If you don’t already know, the ride, itself, is three days around Leadville, Vail and Summit County. The riders are friendly and pleasant. The scenery is breathtaking and the support is the best of any ride I have ever done. The support consists of volunteers mostly from Children’s Hospital, so they’re cheerful people, anyway. The organizers also promote a contest among the aid stations, so they are competitively happy and enthusiastic. The real heart-warming icing on the cake is Team Courage. This is a team of kids and their parents who have been treated at Children’s Hospital. The festivities on Saturday night include introduction of the team, to cheers and hugs. On Monday, the last day of the event, the whole team masses and then crosses the finish line together.
Riders of the event get medals at the end, but the real reward is knowing you’ve helped this wonderful hospital. This will be my fifth year, and I hope to do it for many years to come. I would love to have some new friends to join me.

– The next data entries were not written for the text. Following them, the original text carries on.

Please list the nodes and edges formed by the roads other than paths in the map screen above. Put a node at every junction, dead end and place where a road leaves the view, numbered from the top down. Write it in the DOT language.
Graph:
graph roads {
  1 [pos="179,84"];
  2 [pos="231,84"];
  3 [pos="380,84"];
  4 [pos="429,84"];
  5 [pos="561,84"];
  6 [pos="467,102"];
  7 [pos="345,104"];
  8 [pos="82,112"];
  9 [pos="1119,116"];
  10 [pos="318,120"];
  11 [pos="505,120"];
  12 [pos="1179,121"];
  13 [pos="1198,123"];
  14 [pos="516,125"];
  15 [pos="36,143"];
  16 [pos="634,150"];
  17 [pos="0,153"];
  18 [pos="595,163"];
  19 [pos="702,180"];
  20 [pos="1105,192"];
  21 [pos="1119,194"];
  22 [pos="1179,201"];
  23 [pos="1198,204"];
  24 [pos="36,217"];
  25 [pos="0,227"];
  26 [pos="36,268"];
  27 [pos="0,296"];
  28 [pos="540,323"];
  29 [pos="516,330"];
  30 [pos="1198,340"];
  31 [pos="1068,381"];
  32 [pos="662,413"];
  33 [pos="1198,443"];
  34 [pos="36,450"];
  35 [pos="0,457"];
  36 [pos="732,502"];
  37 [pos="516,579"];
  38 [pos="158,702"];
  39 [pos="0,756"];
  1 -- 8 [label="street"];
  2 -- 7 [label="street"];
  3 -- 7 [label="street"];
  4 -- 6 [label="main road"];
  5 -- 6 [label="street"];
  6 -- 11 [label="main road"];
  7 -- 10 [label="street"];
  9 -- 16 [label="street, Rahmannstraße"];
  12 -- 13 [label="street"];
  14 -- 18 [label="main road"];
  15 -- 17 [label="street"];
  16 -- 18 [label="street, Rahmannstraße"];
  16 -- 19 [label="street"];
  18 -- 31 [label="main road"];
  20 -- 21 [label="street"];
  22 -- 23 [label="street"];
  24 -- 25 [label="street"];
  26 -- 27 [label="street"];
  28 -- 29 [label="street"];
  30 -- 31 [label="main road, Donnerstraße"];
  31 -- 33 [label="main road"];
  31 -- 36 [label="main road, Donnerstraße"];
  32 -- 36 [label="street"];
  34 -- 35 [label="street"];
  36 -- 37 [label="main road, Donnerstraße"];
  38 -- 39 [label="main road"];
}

In the professional world, 22-year-old Slovac Peter Sagan of the Liquigas-Cannondale squad has absolutely dominated this year’s Amgen Tour of California. The young sprinter has won the first four stages, and has worn three of the for competition jerseys; best young rider, sprinters points and the yellow jersey of the overall leader. He may have trouble on Thursday with the Bakersfield time trial, however. All of the top GC contenders, including defending champ Chris Horner, are withing 30 seconds of the lead.
Friday will also be a challenge for most sprinters as the stage starts in Palmdale, north of Los Angeles, and heads west for a big climb and a finish at Big Bear Lake. The problem, for the rest of the field, is that Sagan won the climb to Big Bear last year. If Sagan can hang tough in the time trial, look for him to win the race and take home his first tour overall win.
Over in Italy, irony took headlines at the Giro d’Italia on Wednesday. Roberto Ferrari won the bunch sprint after yet another crash in the final kilometer of the stage. Before Wednesday, Ferrari was best known as the erratic sprinter who crashed world champ Mark Cavendish and GC leader Taylor Phinney in the last 100 meters of the first road stage of the race, a week ago Sunday. Phinney has not ridden very well since and Cavendish has looked tired, though he did pick up a sprint victory last week.
Joaquin Rodriguez of the Katusha team leads the overall. Canadian Ryder Hesjedal of the Garmin-Barracuda squad is 17 seconds back. Several overall contenders are within one minute of the lead and the race has not yet hit the high mountains. The year’s Giro is completely up for grabs with eight stages left. This should be fun.
Have fun, be safe. I’m going riding. Really.